Number 265, United States of America, Appellant, versus American Freightways Company, a partnership composed of Allan J. Resler and Norman Forman.

Mr. Spritzer.

Ralph S. Spritzer:

Mr. Chief Justice, may it please the Court.

This case comes here on a direct appeal from a judgment entered in the Southern District of New York.

Judge Newman sitting, dismissing an information, charging a violation of 18 U.S.C. 835, a provision of the Criminal Code which relates generally to the safe transportation of explosives by common carriers.

I shall come back to the specific language of that statute in a few moments.

The sole ground of the dismissal is stated in a two-sentence memorandum opinion which appears at record 23.

The — the ground there stated in brief is that a partnership cannot be held criminally liable.

Felix Frankfurter:

What is that?

Ralph S. Spritzer:

I think so.

I think it’s fair to state that the decision does not rest on a construction of the particular statutes involved because Judge Newman states, Your Honors will note, that regardless of the wording of the relevant statutes which he cites and despite various cases which he says were cited by the Government dealing with criminal responsibility attaching to unincorporated associations.

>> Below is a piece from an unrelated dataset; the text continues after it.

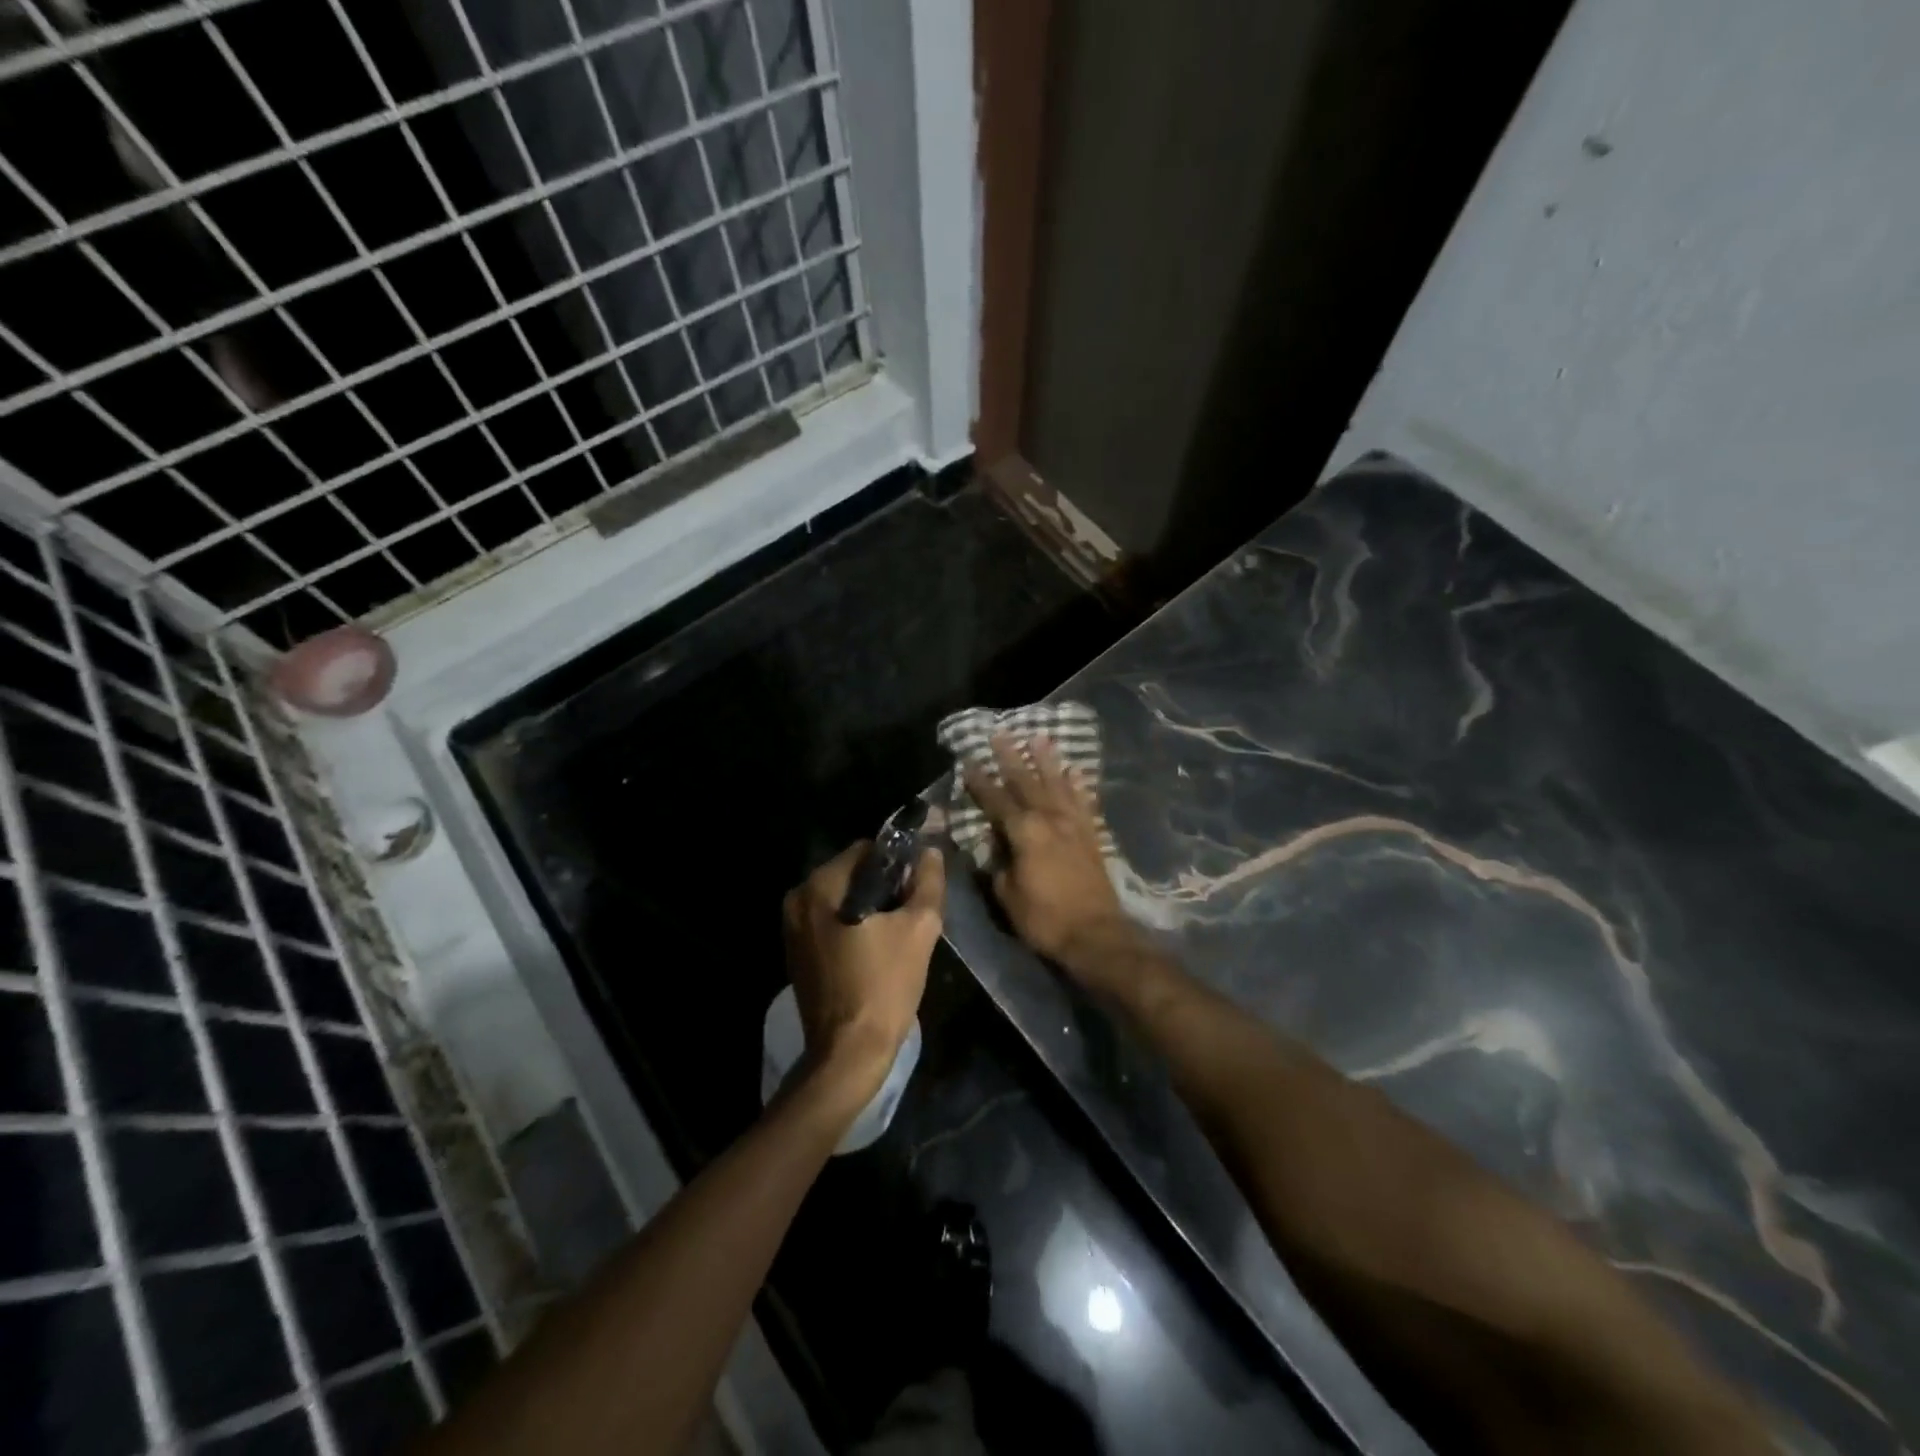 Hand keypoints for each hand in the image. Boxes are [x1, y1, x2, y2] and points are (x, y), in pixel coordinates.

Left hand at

And I’m quoting directly now.

“It is the opinion of this Court that a partnership is not a legal entity for purposes of criminal liability herein.”

Well, I think it was Judge Newman’s view that the very nature of a partnership was such that it had no spaces to be a defendant.

Felix Frankfurter:

(Voice Overlap) —

Ralph S. Spritzer:

Pardon me?

Felix Frankfurter:

(Voice Overlap) — what do you mean?

Ralph S. Spritzer:

Well, he certainly is stating that he is deciding for purposes of this case that there is no jurisdiction, but I think his language that regardless of the wording of the statutes, there is no jurisdiction.

Implies that he was troubled by common law of concepts of partnership, which of course are to the effect that a partnership is only an aggregated individuals and has no status as an entity.

On the question of their power of Congress to provide that a partnership shall be for particular regulatory purposes treated as a person or as an entity, we feel that that is clearly settled.

We think that Congress were purposes of regulatory statutes may do and has time and again done it in many regulatory statutes.

It may do what some states have done for particular purposes.

That is to provide that an entity, concept of partnership shall be the prevailing rule.

That’s most federal regulatory statutes.

I think it’s fair to say contained definition sections which provide that for purposes of the particular regulatory scheme of the word “person” shall include partnership, corporation, association and so forth.

On the question of the power of Congress to do that, the reason that we feel that might as well settled is that this Court, more than 40 years ago, had substantially the same problem before it in the case of United States against Adams Express.

In that case, the defendant, the Adams Express Company was an unincorporated association.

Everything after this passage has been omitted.